平成21年度 第57回 中国・四国地区 大学教育研究会 スケジュール

シンポジウム 第1部

2009-05-30(土) 10:00〜12:00
メインテーマ
「大学教育における学士力・社会人力の育成を考える」

第1部 趣旨説明と講演

趣旨説明
山口大学大学教育センター長 岩部 浩三

講演(その1)

題目:
「"教育力"のとらえ方と学士課程教育の構築〜"学士力"のインプリケーション〜」
講演者:
関西国際大学学長 濱名 篤 氏
概要

2008年12月24日に出された中央教育審議会答申「学士教育課程の答申について」においては、大学に対し学位授与の方針等の確立を求め、そのうえで「学習成果や教育研究上の目的を明確にした上で、その達成に向け、順次性の体系的な教育課程を編成する(教育課程の体系化・構造化)」ことを求めている。具体的には、「教養教育や専門教育などの科目区分にこだわるのではなく、一貫した学士課程教育として組織的に取り組むこと」や「専攻分野の学習を通して、学生が学習成果を獲得できるかという観点に立って、教育課程の体系化を図る」ことなどがあげられている。しかしながら、教育目標の設定の後に、各大学は何から始めていいのかをはっきりつかめない状態であるように見える。専攻分野別の教育内容について、日本学術会議の議論が行われている様子を見ようとする向きもあろう。

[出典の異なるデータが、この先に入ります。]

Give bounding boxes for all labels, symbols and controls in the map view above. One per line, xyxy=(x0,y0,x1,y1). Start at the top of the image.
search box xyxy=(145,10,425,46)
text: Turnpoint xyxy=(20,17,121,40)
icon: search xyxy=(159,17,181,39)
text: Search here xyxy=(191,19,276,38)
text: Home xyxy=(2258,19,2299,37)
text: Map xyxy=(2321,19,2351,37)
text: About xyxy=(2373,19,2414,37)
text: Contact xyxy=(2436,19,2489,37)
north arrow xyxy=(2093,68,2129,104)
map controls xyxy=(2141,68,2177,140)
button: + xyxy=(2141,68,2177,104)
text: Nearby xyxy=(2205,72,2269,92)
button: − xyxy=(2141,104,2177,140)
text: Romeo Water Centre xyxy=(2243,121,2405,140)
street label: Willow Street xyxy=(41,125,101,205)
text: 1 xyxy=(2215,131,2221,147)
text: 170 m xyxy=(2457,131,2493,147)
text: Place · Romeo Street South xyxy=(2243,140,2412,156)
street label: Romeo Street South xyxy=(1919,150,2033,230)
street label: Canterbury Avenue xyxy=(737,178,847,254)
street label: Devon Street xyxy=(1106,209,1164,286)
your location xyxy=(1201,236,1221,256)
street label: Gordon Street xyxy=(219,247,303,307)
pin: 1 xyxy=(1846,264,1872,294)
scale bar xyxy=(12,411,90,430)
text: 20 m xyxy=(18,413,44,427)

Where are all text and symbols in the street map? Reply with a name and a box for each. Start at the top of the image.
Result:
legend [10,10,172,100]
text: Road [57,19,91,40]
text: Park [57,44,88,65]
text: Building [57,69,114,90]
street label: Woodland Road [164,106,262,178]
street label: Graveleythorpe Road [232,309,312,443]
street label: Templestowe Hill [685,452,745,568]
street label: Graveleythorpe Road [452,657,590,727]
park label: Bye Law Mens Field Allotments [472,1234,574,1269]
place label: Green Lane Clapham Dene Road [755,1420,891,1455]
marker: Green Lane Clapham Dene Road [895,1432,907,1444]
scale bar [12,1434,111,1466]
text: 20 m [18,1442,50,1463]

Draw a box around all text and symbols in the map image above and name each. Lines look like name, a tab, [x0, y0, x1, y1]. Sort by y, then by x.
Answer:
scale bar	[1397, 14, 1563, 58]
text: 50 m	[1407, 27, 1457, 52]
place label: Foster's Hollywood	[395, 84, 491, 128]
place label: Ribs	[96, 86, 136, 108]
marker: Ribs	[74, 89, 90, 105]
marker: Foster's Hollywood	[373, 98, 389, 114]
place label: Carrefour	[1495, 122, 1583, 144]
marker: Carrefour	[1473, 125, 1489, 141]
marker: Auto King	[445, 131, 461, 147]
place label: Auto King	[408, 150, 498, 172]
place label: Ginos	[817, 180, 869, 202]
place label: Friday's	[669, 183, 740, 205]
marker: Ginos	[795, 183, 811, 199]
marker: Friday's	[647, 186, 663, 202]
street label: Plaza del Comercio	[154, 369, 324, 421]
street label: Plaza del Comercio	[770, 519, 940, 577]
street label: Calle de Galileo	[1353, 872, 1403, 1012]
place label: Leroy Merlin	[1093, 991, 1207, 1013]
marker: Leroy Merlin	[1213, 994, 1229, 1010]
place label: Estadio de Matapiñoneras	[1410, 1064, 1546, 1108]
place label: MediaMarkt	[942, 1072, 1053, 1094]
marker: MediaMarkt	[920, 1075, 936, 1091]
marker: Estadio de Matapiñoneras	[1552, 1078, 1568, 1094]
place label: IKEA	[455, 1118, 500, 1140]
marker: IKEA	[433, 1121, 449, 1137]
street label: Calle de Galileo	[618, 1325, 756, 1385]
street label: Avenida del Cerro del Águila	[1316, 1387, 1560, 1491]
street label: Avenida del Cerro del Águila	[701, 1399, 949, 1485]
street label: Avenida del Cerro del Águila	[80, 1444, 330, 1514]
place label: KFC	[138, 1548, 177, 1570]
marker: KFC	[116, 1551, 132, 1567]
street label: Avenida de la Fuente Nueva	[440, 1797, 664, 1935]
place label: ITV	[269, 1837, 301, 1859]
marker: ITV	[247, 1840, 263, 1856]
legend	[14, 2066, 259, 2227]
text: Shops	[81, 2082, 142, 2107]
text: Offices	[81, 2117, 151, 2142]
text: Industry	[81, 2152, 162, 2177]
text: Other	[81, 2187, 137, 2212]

また、どのような教育評価と結びつければいいのかといった課題を解きかねているようにもみ受けられる。そこで、学習目標の具体化に向けて教育内容、教育方法、教育評価の構造化について、1)専門基礎知識と汎用的能力、2)教育内容と教育方法、3)教育プログラム評価と学生の達成度評価の3つの観点から提案してみたい。

講演(その2)

題目:
「今企業が学生に求める能力・人間力「社会人基礎力」とは」
講演者:
株式会社アクティブラーニング代表取締
役経済産業省社会人基礎力プロジェクト委員・山口大学客員教授
羽根 拓也 氏
概要

近年は企業における大学生の採用において、専門性の高い人材のみならず人間性を意識した採用が加速化される動きがある。これは仮に専門性があったとしても、会社などの組織で働く上で必要な能力が満たされず、企業が学生へ更なる能力を求めているということである。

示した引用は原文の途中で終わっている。